When can a few isolated smash and grabs become “organized crime”?

On Behalf of | Dec 13, 2021 | Uncategorized |

Two trends have emerged in recent years: An increase in seemingly isolated “smash and grab” burglaries of high-end retail establishments throughout Chicago and the suburbs, as well as an increase in so-called organized crime. In response, the federal and state authorities have been increasing their efforts to thwart and prosecute these crimes.

There are times when a larger smash and grab or a series of smash and grabs become one larger crime. When this happens, the stakes are much higher and the penalties much more severe.

A recent arrest by the Organized Retail Crime Task Force

As reported by WIFR online, the Organized Retail Crime Task Force made a significant arrest recently. In fact, it is their first arrest since being inaugurated in September.

According to the report, the authorities uncovered tens of thousands of stolen items, including electronics, clothing, beauty products, furniture and other items totaling millions of dollars of value. The authorities uncovered these items in storage units in the city.

An arrest of this kind, from the Organized Retail Theft Crime Task Force, is certain to result in charges of organized crime. It is important to understand that constitutes organized crime and how simple burglaries and thefts can result in these charges.

Organized crime

As the name suggests, the most important distinction of organized crime that separates it from other crimes is that it is organized. There are no definitive lists of types of crimes that can constitute organized crime. Really, any crime that involves organization and a common plan can be charged as part of an organized crime scheme or activity.

When it comes to theft crimes of local retail establishments, the prosecutor will likely try to prove the thefts were not isolated but rather a series of thefts that were all part of a common plan. The number and aggregated value of retail products uncovered, as well as the multiple storage units used to conceal the stolen items, all suggest a strong case for one common plan that would make this an organized crime.

How are these crimes sentenced?

Organized crime is a more serious crime than a simple robbery or burglary, with potentially much more significant jail or prison time, fines and other penalties resulting from a conviction.

Generally, when sentencing an organized crime like this, Illinois prosecutors seek to increase the charges and the penalties. If they can prove that it wasn’t a one-off theft but rather a series of thefts that are part of one common plan, they will charge it in the aggregate, which means they will add the value of the stolen property together to increase the potential penalties. All the thefts will get joined together and charged in the aggregate as one larger crime. In Illinois, multiple thefts committed by the same person as part of a continuing course of conduct in different jurisdictions (counties) can be aggregated in one jurisdiction also meaning that they may be prosecuted in any jurisdiction in which one or more of the thefts occurred.

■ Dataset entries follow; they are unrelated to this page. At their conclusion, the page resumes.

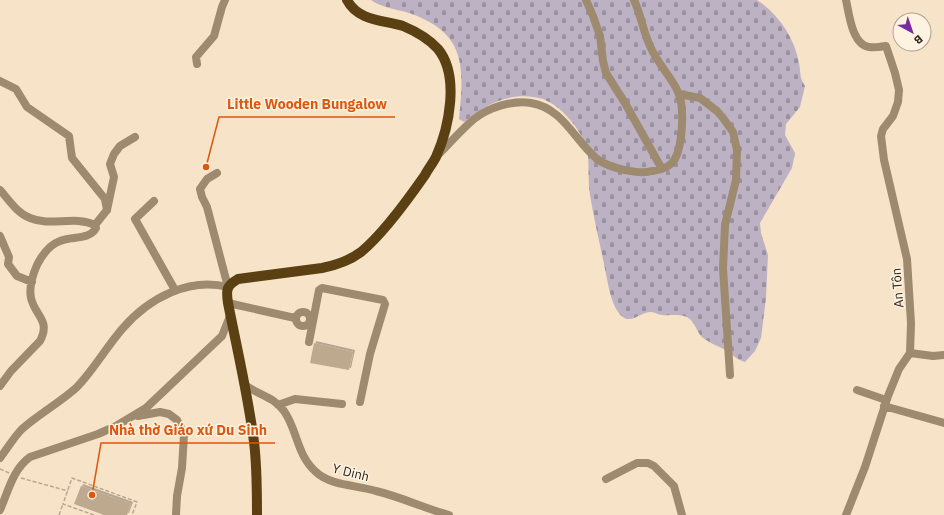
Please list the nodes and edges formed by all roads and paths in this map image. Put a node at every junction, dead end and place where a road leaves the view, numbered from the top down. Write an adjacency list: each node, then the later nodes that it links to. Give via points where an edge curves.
1 (225, 0): 6 (street, via 214,36 196,57)
2 (347, 0): 10 (main road, via 361,15 402,26 417,33 431,42 446,62 451,84 448,115)
3 (586, 0): 11 (street, via 600,36 602,61 606,73)
4 (634, 0): 8 (street, via 649,45)
5 (846, 0): 25 (street, An Tôn, via 853,31 868,47 886,46 896,73 898,102 881,136 884,160 907,259)
6 (197, 64)
7 (0, 81): 15 (street, via 16,89 27,107 69,136 72,158 105,199)
8 (679, 94): 11 (street, via 682,109 680,142 672,163); 27 (street, via 700,98 717,111 733,132 737,150 736,180 724,225 723,268)
9 (135, 137): 15 (street, via 120,146 110,164 114,176)
10 (436, 157): 11 (street, via 475,118 509,103 531,103 555,114 598,160 624,170 648,173); 19 (main road, via 386,227 361,252 350,259 322,268 238,280)
11 (662, 169)
12 (217, 173): 19 (street, via 207,179 200,189)
13 (0, 190): 16 (street, via 18,209 31,218 49,221 72,220)
14 (154, 201): 20 (street, via 135,219)
15 (107, 210): 16 (street)
16 (95, 225): 18 (street, via 94,232 89,235 51,245 38,264)
17 (0, 236): 18 (street, via 9,257 8,264 17,276)
18 (32, 282): 29 (street, via 31,298 43,323 43,336)
19 (228, 287): 20 (street, via 210,284); 21 (main road)
20 (175, 290): 37 (street, via 135,315 77,387 22,430)
21 (228, 303): 22 (main road); 23 (street, via 295,318 301,311 305,311)
22 (230, 316): 28 (main road); 35 (street, via 222,336 205,354 146,408)
23 (311, 320): 24 (street); 31 (street, via 319,290 322,288 383,300 385,304 370,354)
24 (309, 342)
25 (910, 353): 26 (street); 32 (street, via 899,369)
26 (944, 355)
27 (730, 375)
28 (244, 384): 34 (street, Y Dinh, via 271,398); 48 (main road, via 255,449)
29 (0, 386)
30 (857, 390): 32 (street)
31 (360, 402)
32 (885, 403): 36 (street); 51 (street, via 865,467)
33 (342, 404): 34 (street, via 295,400)
34 (278, 405): 49 (street, Y Dinh, via 292,425 297,443 306,460 321,476 340,483 376,490)
35 (130, 418): 39 (street, via 98,434 30,456); 47 (street, via 160,412 169,414 177,420 184,434)
36 (944, 423)
37 (0, 458)
38 (0, 469): 39 (path)
39 (14, 475): 41 (path); 43 (street)
40 (606, 479): 50 (street, via 637,463 648,463 674,486)
41 (68, 491): 42 (path); 46 (path, via 72,478 137,502)
42 (63, 504): 44 (path); 45 (path)
43 (0, 510)
44 (59, 515)
45 (94, 515)
46 (132, 515)
47 (176, 515)
48 (256, 515)
49 (449, 515)
50 (682, 515)
51 (846, 515)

All else being equal, theft charges are increased as the amount stolen is increased. So, while a theft of between $500 and $10,000 would be a class 3 felony (resulting in at least two years in prison if sentenced to incarceration), a theft of more than $1 million would be a class X felony, resulting in up to 30 years in prison. There are also vast differences if charged as retail theft or burglary.

The importance of reducing charges

Reducing charges is a critical component to defending against complicated theft and burglary charges. For example, in a case alleging multiple thefts of railroad chassis, attorney Darryl Goldberg was able to ensure that the defendant was able to avoid jail time completely keep his job and duck a felony conviction. If the defendant of this case had gotten a felony conviction, he might have been in prison for 15 years.

It is important to note that each case is unique, with numerous possible mitigating or aggravating factors that could change outcomes and legal strategies. With the inherent limitations of a blog post, we are limiting the discussion to very general principles here.

The current Chicago arrest involved well more than $1 million if the prosecutor can link these crimes into one organized plan.

These are serious charges

While there are numerous ways to attack charges of this kind, one of the most important things is to break the link connecting any alleged crimes. If there is any way to invalidate evidence linking all the smaller thefts into one organized crime, and experienced attorney will find it.